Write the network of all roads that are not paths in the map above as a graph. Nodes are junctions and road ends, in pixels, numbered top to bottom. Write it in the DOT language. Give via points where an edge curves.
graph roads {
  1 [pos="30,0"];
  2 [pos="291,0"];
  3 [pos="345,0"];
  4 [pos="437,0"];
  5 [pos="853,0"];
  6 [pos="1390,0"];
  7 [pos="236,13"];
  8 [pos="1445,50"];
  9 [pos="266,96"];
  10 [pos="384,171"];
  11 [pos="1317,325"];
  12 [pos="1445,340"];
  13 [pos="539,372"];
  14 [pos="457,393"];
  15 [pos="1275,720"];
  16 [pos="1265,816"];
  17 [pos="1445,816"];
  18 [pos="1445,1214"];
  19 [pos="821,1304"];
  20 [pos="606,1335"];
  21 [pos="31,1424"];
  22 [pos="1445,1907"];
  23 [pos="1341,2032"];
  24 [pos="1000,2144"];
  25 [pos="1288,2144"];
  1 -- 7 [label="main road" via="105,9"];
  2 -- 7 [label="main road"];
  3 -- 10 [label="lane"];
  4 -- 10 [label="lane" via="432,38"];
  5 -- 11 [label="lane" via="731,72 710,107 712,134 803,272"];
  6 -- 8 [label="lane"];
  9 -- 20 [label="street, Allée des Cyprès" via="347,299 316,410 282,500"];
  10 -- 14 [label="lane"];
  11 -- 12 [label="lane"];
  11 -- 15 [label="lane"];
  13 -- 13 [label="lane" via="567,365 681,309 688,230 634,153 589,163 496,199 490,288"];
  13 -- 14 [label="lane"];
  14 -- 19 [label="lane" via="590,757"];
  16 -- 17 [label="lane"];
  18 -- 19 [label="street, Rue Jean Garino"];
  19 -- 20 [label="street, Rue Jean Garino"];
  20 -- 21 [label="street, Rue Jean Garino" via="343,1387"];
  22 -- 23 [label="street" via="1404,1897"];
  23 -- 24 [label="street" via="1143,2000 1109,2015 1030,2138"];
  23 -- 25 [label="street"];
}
################
▶ _Task instructions_:
The answer must be the full data, repeated word for word.

▶ _Solution_:
Write the network of all roads that are not paths in the map above as a graph. Nodes are junctions and road ends, in pixels, numbered top to bottom. Write it in the DOT language. Give via points where an edge curves.
graph roads {
  1 [pos="30,0"];
  2 [pos="291,0"];
  3 [pos="345,0"];
  4 [pos="437,0"];
  5 [pos="853,0"];
  6 [pos="1390,0"];
  7 [pos="236,13"];
  8 [pos="1445,50"];
  9 [pos="266,96"];
  10 [pos="384,171"];
  11 [pos="1317,325"];
  12 [pos="1445,340"];
  13 [pos="539,372"];
  14 [pos="457,393"];
  15 [pos="1275,720"];
  16 [pos="1265,816"];
  17 [pos="1445,816"];
  18 [pos="1445,1214"];
  19 [pos="821,1304"];
  20 [pos="606,1335"];
  21 [pos="31,1424"];
  22 [pos="1445,1907"];
  23 [pos="1341,2032"];
  24 [pos="1000,2144"];
  25 [pos="1288,2144"];
  1 -- 7 [label="main road" via="105,9"];
  2 -- 7 [label="main road"];
  3 -- 10 [label="lane"];
  4 -- 10 [label="lane" via="432,38"];
  5 -- 11 [label="lane" via="731,72 710,107 712,134 803,272"];
  6 -- 8 [label="lane"];
  9 -- 20 [label="street, Allée des Cyprès" via="347,299 316,410 282,500"];
  10 -- 14 [label="lane"];
  11 -- 12 [label="lane"];
  11 -- 15 [label="lane"];
  13 -- 13 [label="lane" via="567,365 681,309 688,230 634,153 589,163 496,199 490,288"];
  13 -- 14 [label="lane"];
  14 -- 19 [label="lane" via="590,757"];
  16 -- 17 [label="lane"];
  18 -- 19 [label="street, Rue Jean Garino"];
  19 -- 20 [label="street, Rue Jean Garino"];
  20 -- 21 [label="street, Rue Jean Garino" via="343,1387"];
  22 -- 23 [label="street" via="1404,1897"];
  23 -- 24 [label="street" via="1143,2000 1109,2015 1030,2138"];
  23 -- 25 [label="street"];
}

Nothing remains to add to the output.